When I forget…


And I so often do, many times a day, especially when I am tired or have a deadline and feel a bit stressed. A thought will come in and the next thing I know I am lost in a story that I am elaborating, one thought giving birth to another and another…this stimulates feelings. I find myself often in a state of emotional response to something that is taking place entirely in my head.  This happens while I am having a shower, making a cup of tea or having a swim, a walk, a pee, can be almost anytime.

These days, I like feeling calm. I have made friends with stability and inner peace, and so when this happens I recognise it has happened often because my feelings are perturbed in some way, sad, angry, scared or joyful too.

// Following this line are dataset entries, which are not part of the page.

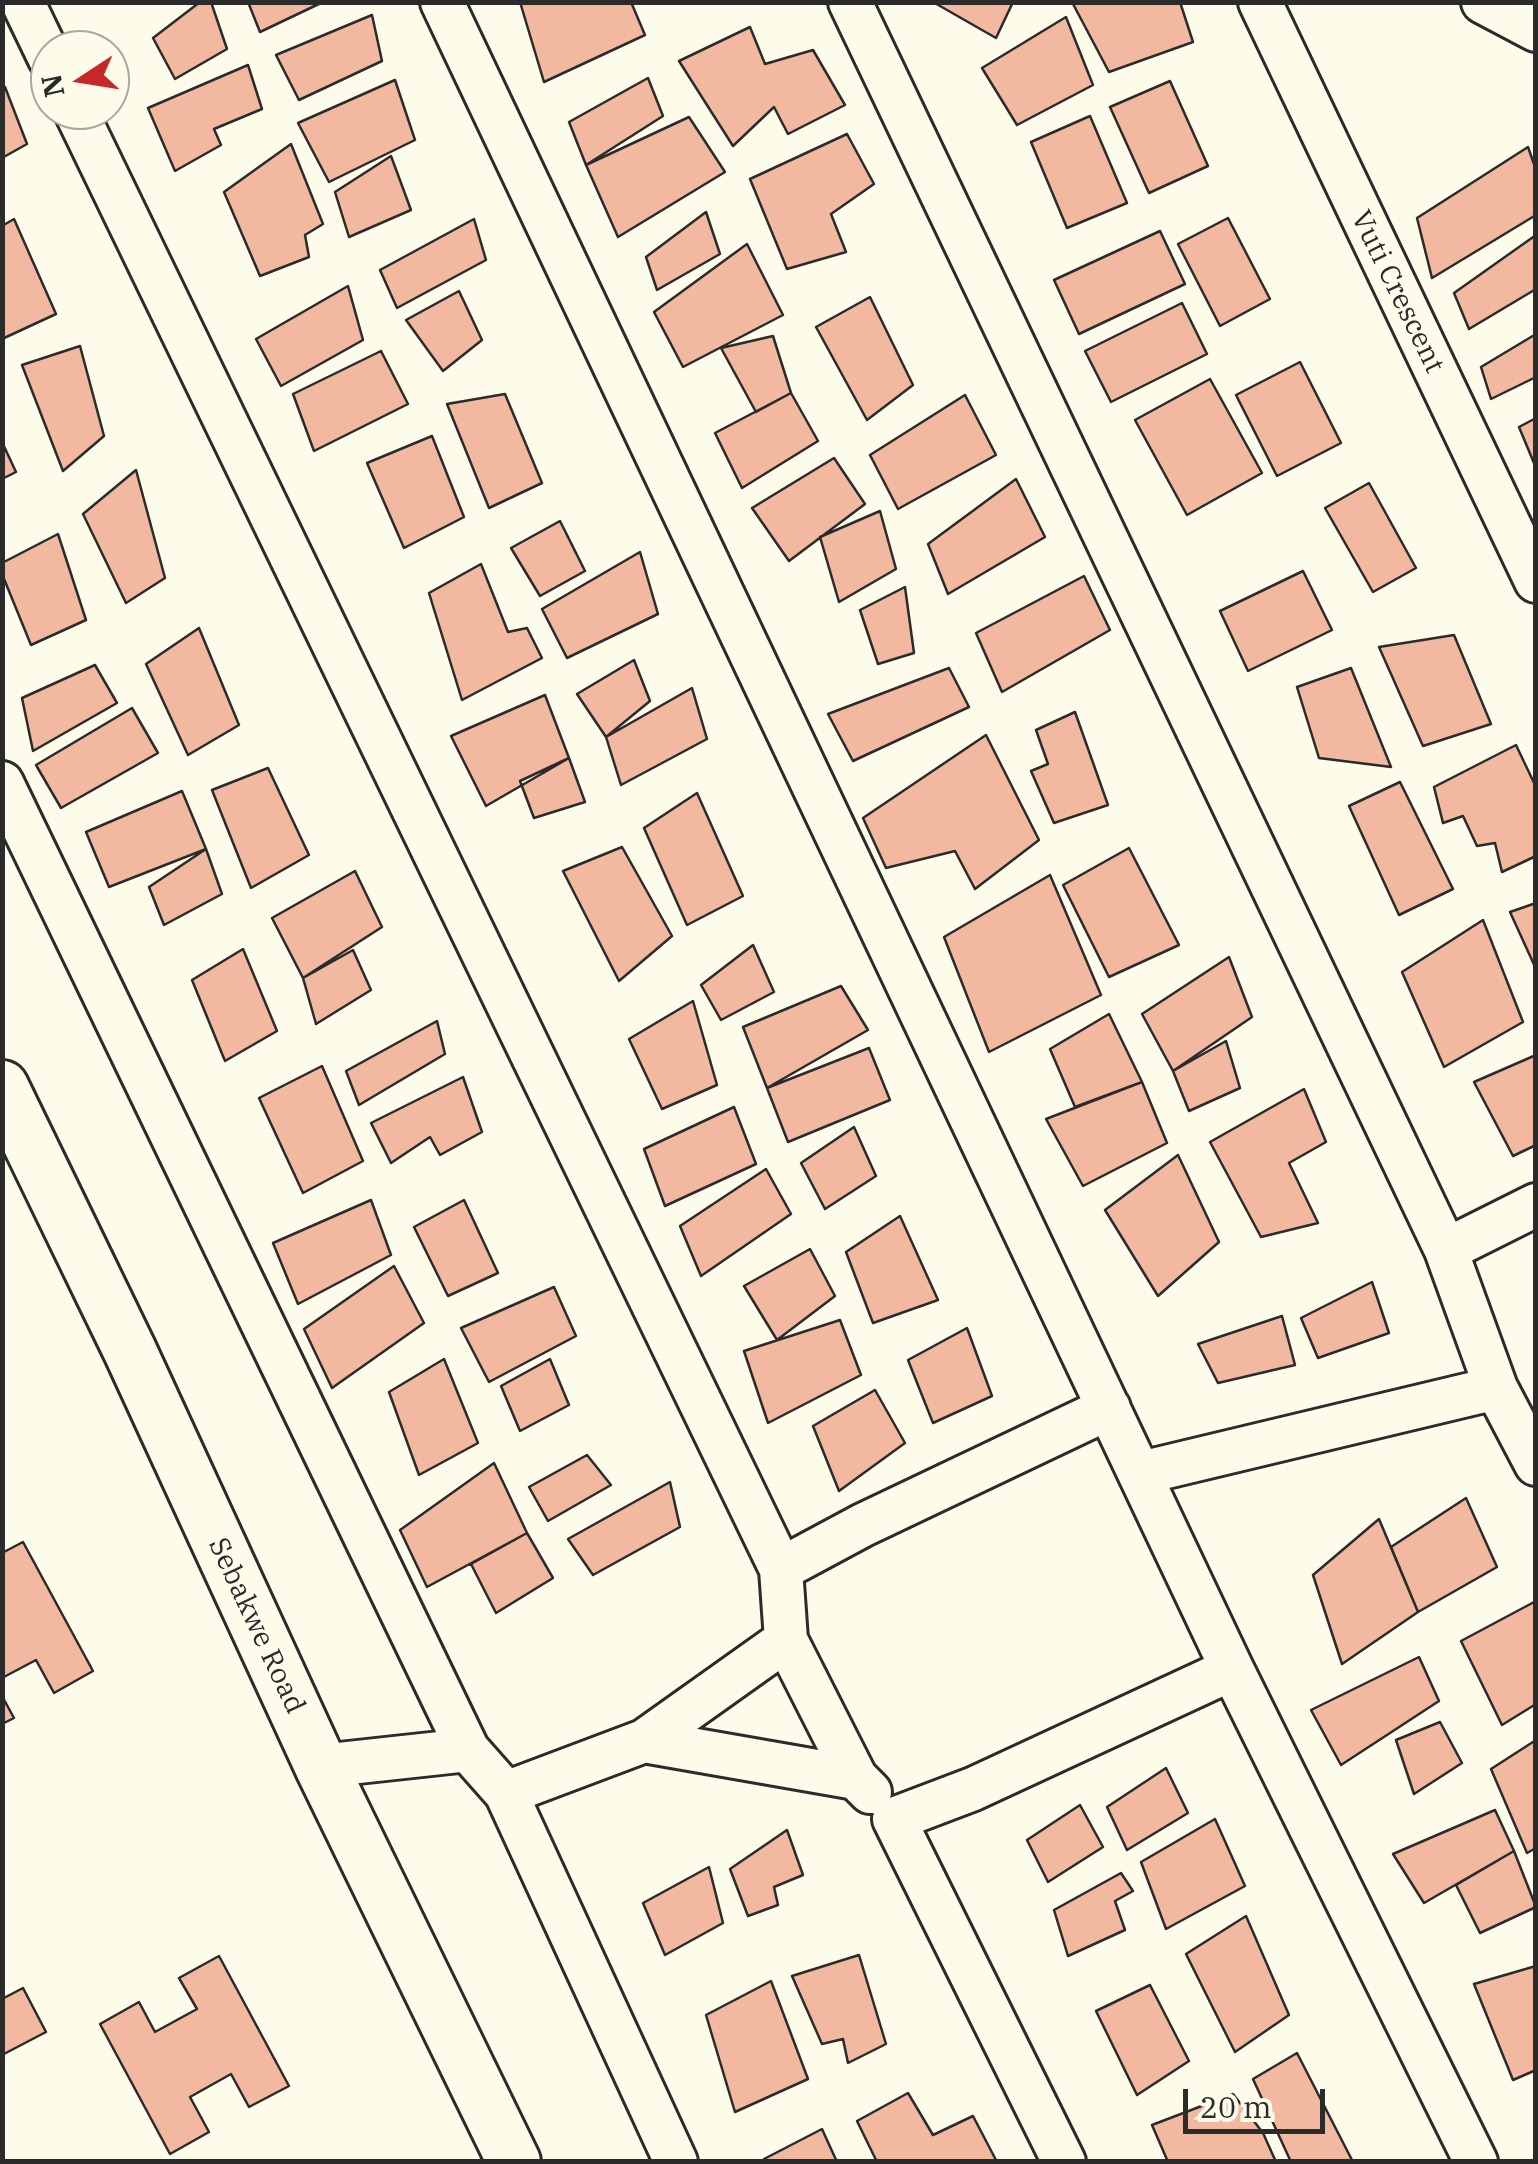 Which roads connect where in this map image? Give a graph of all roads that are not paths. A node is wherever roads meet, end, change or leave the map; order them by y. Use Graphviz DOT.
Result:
graph roads {
  1 [pos="442,2"];
  2 [pos="850,2"];
  3 [pos="1260,2"];
  4 [pos="1483,2"];
  5 [pos="18,8"];
  6 [pos="32,30"];
  7 [pos="1536,30"];
  8 [pos="84,130"];
  9 [pos="1536,581"];
  10 [pos="2,783"];
  11 [pos="2,1087"];
  12 [pos="1536,1205"];
  13 [pos="1446,1250"];
  14 [pos="1496,1388"];
  15 [pos="1108,1408"];
  16 [pos="1536,1464"];
  17 [pos="1141,1473"];
  18 [pos="781,1568"];
  19 [pos="786,1640"];
  20 [pos="1232,1668"];
  21 [pos="644,1741"];
  22 [pos="468,1750"];
  23 [pos="320,1766"];
  24 [pos="856,1778"];
  25 [pos="506,1793"];
  26 [pos="894,1818"];
  27 [pos="514,2162"];
  28 [pos="676,2162"];
  29 [pos="1064,2162"];
  30 [pos="1476,2162"];
  1 -- 15 [label="street"];
  2 -- 13 [label="street"];
  3 -- 9 [label="street, Vuti Crescent"];
  4 -- 7 [label="street"];
  5 -- 6 [label="street"];
  8 -- 18 [label="street"];
  10 -- 22 [label="street"];
  11 -- 23 [label="street, Sebakwe Road"];
  12 -- 13 [label="street"];
  13 -- 14 [label="street"];
  14 -- 16 [label="street"];
  14 -- 17 [label="street"];
  15 -- 17 [label="street"];
  15 -- 18 [label="street"];
  17 -- 20 [label="street"];
  18 -- 19 [label="street"];
  19 -- 21 [label="street"];
  19 -- 24 [label="street"];
  20 -- 26 [label="street"];
  20 -- 30 [label="street"];
  21 -- 24 [label="street"];
  21 -- 25 [label="street"];
  22 -- 23 [label="street"];
  22 -- 25 [label="street"];
  23 -- 27 [label="street, Sebakwe Road"];
  24 -- 26 [label="street"];
  25 -- 28 [label="street"];
  26 -- 29 [label="street"];
}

The momentum of being lost in thought can be interrupted easily though by taking many short moments throughout the day to arrive back in the present. We can disrupt the hypnotic attraction of our internal dialogue by breathing and coming back into our bodies. I feel my feet on the ground, how do they feel? I feel my weight supported by this chair, the finger tips lightly touching the keys, the music playing. The senses are a great doorway back to the present.

There is no need for spending hours on a meditation cushion, there is no need to try and change ourselves, improve or better ourselves. When we get the knack of being the ocean instead of identifying each individual wave we can rest deeply into our beingness. The thoughts come like waves do, and they disappear again just like waves. We remain as we have always been, steady, stable and well.

We can just rest with what is happening right this minute. That is all we ever have.